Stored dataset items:
________
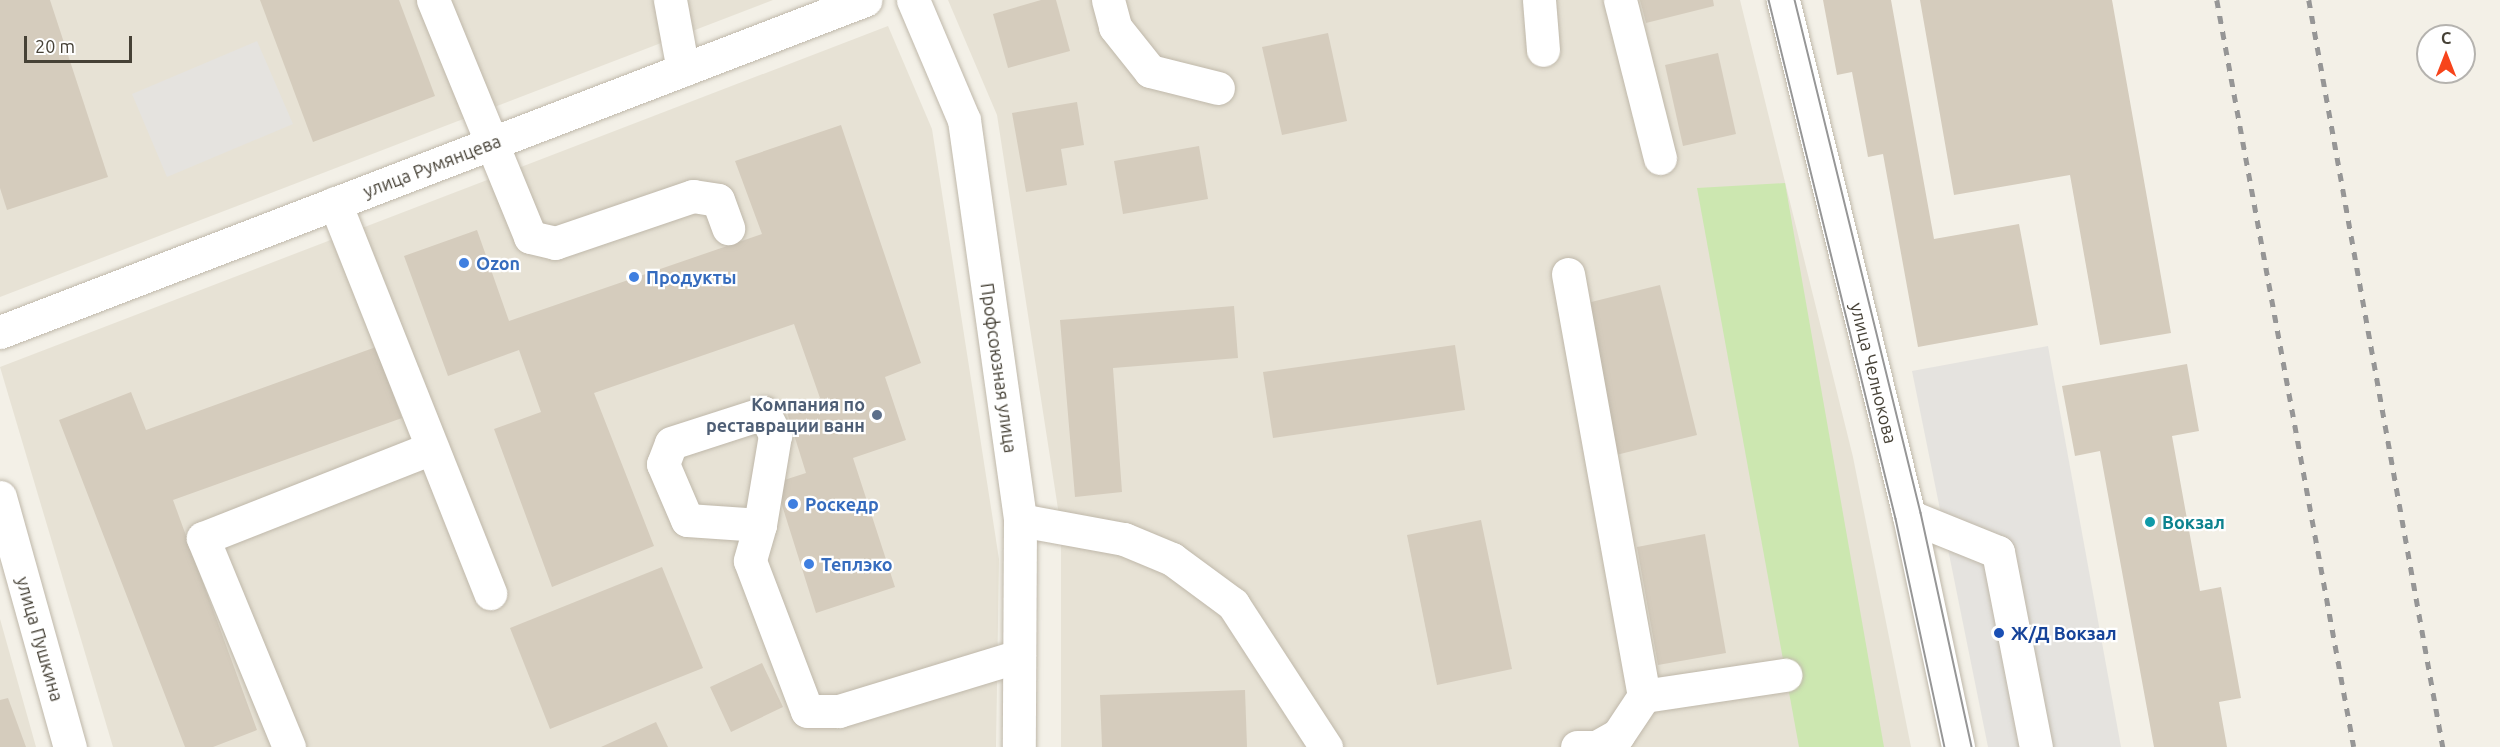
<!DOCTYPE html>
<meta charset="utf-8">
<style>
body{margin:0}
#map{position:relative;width:2500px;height:747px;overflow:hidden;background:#f3f0e7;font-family:Ubuntu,sans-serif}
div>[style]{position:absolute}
.residential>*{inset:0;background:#e7e2d5}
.green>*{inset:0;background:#cce7b0}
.parking>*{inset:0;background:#e5e3df}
.building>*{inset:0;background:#d5ccbd}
.roads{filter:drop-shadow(0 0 2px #bfb8aa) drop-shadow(0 0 2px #bfb8aa)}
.minor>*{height:33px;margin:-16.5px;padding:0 16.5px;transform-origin:16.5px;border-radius:16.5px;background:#fff}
.tram>*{height:1.5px;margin:-0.75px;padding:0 0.75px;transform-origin:0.75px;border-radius:0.75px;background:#969696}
.rail>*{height:4.5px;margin-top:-2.25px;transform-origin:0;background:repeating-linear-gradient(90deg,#969696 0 8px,transparent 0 16px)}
.dots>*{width:16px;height:16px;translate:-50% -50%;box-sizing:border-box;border:3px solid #fff;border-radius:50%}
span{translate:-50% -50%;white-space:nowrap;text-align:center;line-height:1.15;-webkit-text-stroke:4.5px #fff;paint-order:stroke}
.street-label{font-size:18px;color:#464136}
.shop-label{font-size:18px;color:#366cbe;font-weight:700}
.left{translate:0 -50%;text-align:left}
.service-label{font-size:18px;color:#4e5e75;font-weight:700}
.right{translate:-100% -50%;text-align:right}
.culture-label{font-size:18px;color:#0d838f;font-weight:700}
.transit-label{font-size:18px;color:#164399;font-weight:700}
.north{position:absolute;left:2416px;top:24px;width:60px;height:60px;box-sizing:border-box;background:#fff;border:2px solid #b5b3af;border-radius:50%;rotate:0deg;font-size:16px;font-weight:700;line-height:24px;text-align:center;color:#464136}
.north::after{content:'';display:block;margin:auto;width:21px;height:27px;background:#f7441b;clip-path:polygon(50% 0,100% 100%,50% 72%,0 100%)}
.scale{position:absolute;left:24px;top:36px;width:108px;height:27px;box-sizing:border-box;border:3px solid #464136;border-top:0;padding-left:8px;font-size:18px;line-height:21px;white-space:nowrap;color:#464136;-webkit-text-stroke:4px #fff;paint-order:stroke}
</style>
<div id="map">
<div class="residential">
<div style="clip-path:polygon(0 0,773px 0,0 297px)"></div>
<div style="clip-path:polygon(948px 0,1740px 0,1853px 457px,1911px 747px,1061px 747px,1061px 528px,997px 115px)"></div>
<div style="clip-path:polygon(888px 26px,932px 129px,999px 559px,996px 747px,113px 747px,0 367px)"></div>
<div style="clip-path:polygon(0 619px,20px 690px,36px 747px,0 747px)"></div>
</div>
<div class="green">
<div style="clip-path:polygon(1785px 183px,1884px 747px,1799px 747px,1697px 188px)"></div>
</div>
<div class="parking">
<div style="clip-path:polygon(257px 41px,293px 124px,167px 177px,132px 94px)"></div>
<div style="clip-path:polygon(2048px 346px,2121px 747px,1988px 747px,1912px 371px)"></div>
</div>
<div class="building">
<div style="clip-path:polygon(0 0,50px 0,108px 177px,7px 210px,0 188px)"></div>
<div style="clip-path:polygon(260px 0,399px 0,435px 96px,313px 142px)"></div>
<div style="clip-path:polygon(1041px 0,1056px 0,1070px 51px,1008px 68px,993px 14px)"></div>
<div style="clip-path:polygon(1640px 0,1713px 0,1714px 6px,1646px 23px)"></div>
<div style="clip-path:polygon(1823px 0,1891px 0,1934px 239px,2019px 224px,2038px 325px,1918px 347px,1883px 154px,1868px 157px,1852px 72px,1837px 75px)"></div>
<div style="clip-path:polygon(1920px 0,2112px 0,2171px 333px,2100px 345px,2070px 175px,1954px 195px)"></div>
<div style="clip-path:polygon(1328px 33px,1347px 121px,1282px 135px,1262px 47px)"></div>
<div style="clip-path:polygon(1718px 53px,1736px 134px,1683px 146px,1665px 65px)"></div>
<div style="clip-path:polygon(1077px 102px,1084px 145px,1061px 149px,1067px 185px,1026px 192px,1012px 113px)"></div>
<div style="clip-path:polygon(841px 125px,921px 363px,885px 377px,906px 440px,853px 458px,895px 587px,816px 613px,775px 483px,806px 473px,786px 409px,820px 398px,794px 324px,594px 393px,654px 546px,552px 587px,494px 429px,541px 412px,519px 350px,448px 376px,404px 256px,477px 230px,509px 321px,762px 234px,735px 161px)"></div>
<div style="clip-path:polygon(1199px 146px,1208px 199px,1123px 214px,1114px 161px)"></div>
<div style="clip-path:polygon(1660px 285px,1697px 435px,1612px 456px,1575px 306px)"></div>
<div style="clip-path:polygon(1234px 306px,1238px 358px,1113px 368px,1122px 492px,1075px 497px,1060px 320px)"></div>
<div style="clip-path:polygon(1455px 345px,1465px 410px,1273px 438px,1263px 372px)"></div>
<div style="clip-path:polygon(376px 347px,402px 418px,173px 500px,257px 730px,213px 747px,185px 747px,59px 420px,131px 392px,146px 430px)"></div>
<div style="clip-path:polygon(2187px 364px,2199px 431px,2172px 436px,2200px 591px,2221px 587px,2241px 698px,2219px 702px,2227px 747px,2154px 747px,2100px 451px,2075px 456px,2062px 386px)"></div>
<div style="clip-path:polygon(1481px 520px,1512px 669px,1437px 685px,1407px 535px)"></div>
<div style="clip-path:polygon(1705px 534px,1726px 653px,1658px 665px,1637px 547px)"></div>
<div style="clip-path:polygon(662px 567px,703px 668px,550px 729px,510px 628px)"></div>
<div style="clip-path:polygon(762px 663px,783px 707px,731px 732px,710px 687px)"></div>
<div style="clip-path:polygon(1245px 690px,1247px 747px,1102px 747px,1100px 695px)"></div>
<div style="clip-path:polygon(8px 698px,26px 747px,0 747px,0 700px)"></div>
<div style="clip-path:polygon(656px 722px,668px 747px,601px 747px)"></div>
</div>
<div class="roads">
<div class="minor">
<div style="left:433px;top:0;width:256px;rotate:67.7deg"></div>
<div style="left:530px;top:237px;width:26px;rotate:13deg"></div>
<div style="left:555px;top:243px;width:146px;rotate:-18.8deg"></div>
<div style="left:693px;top:196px;width:25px;rotate:9deg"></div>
<div style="left:718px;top:200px;width:30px;rotate:70deg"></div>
<div style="left:670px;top:0;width:71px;rotate:79.5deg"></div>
<div style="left:913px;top:0;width:130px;rotate:67deg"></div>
<div style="left:964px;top:120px;width:404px;rotate:82deg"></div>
<div style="left:1020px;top:520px;width:227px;rotate:90.3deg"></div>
<div style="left:1108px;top:0;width:28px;rotate:75deg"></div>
<div style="left:1115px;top:27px;width:56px;rotate:51.5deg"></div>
<div style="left:1150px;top:71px;width:70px;rotate:14deg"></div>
<div style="left:1539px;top:0;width:50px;rotate:85.4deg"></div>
<div style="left:1620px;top:0;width:163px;rotate:75.8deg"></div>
<div style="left:1783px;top:0;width:531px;rotate:76.28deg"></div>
<div style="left:1909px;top:516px;width:236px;rotate:78deg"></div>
<div style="left:335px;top:203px;width:420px;rotate:68.3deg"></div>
<div style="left:1568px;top:274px;width:429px;rotate:79.8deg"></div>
<div style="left:1644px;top:696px;width:47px;rotate:123.7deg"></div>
<div style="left:1618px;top:735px;width:25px;rotate:151deg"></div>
<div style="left:1596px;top:747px;width:19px;rotate:180deg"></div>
<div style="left:0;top:332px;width:927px;rotate:-21deg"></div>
<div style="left:0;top:497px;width:260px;rotate:74.4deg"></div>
<div style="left:1909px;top:516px;width:96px;rotate:22deg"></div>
<div style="left:1998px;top:552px;width:199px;rotate:79deg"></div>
<div style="left:1020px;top:520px;width:106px;rotate:10.4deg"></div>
<div style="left:1124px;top:539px;width:52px;rotate:22.6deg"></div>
<div style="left:1172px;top:559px;width:76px;rotate:36.4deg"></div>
<div style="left:1233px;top:604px;width:171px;rotate:57deg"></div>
<div style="left:760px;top:525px;width:73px;rotate:-176.1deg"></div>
<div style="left:687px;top:520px;width:61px;rotate:-113.2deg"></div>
<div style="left:663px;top:464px;width:22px;rotate:-69deg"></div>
<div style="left:671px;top:443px;width:98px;rotate:-17.9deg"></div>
<div style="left:764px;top:413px;width:25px;rotate:63deg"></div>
<div style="left:775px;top:435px;width:91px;rotate:99.5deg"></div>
<div style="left:760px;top:525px;width:37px;rotate:106deg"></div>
<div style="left:750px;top:561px;width:160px;rotate:69.2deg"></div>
<div style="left:807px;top:711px;width:32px"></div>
<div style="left:839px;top:711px;width:188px;rotate:-17deg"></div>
<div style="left:1644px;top:696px;width:143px;rotate:-8.5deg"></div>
<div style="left:289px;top:747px;width:226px;rotate:-112.4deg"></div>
<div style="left:203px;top:538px;width:246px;rotate:-21.5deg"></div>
</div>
</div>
<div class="tram">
<div style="left:1769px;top:0;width:534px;rotate:76.25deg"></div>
<div style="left:1896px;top:519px;width:233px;rotate:77.9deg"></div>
<div style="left:1795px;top:0;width:528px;rotate:76.2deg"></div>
<div style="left:1921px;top:513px;width:239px;rotate:77.7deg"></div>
</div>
<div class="rail">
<div style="left:2217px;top:0;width:759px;rotate:79.61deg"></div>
<div style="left:2309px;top:0;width:759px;rotate:79.83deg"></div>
</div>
<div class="dots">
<div style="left:464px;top:263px;background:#3f7fe0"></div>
<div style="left:634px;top:277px;background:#3f7fe0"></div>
<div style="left:877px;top:415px;background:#5c6f8a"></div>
<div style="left:793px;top:504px;background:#3f7fe0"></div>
<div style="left:2150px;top:522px;background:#0f9aa8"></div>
<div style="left:809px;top:564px;background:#3f7fe0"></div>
<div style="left:1999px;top:633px;background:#1a4fb4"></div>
</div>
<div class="street-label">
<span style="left:432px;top:166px;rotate:-21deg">улица Румянцева</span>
<span style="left:999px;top:368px;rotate:82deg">Профсоюзная улица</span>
<span style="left:1874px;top:373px;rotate:76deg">улица Челнокова</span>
<span style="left:40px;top:639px;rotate:74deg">улица Пушкина</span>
</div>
<div class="shop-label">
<span class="left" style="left:476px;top:263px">Ozon</span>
<span class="left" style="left:646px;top:277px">Продукты</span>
<span class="left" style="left:805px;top:504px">Роскедр</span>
<span class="left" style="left:821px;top:564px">Теплэко</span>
</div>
<div class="service-label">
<span class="right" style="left:865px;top:415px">Компания по<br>реставрации ванн</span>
</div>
<div class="culture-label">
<span class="left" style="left:2162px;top:522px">Вокзал</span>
</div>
<div class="transit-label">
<span class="left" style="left:2011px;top:633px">Ж/Д Вокзал</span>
</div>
<div class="north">С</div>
<div class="scale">20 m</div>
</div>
________
About this task:
The images in the entries above should be left out; please reproduce exactly the lines from the first through the one containing "2px #bfb8aa) drop-shadow(0".

Task answer:
<!DOCTYPE html>
<meta charset="utf-8">
<style>
body{margin:0}
#map{position:relative;width:2500px;height:747px;overflow:hidden;background:#f3f0e7;font-family:Ubuntu,sans-serif}
div>[style]{position:absolute}
.residential>*{inset:0;background:#e7e2d5}
.green>*{inset:0;background:#cce7b0}
.parking>*{inset:0;background:#e5e3df}
.building>*{inset:0;background:#d5ccbd}
.roads{filter:drop-shadow(0 0 2px #bfb8aa) drop-shadow(0 0 2px #bfb8aa)}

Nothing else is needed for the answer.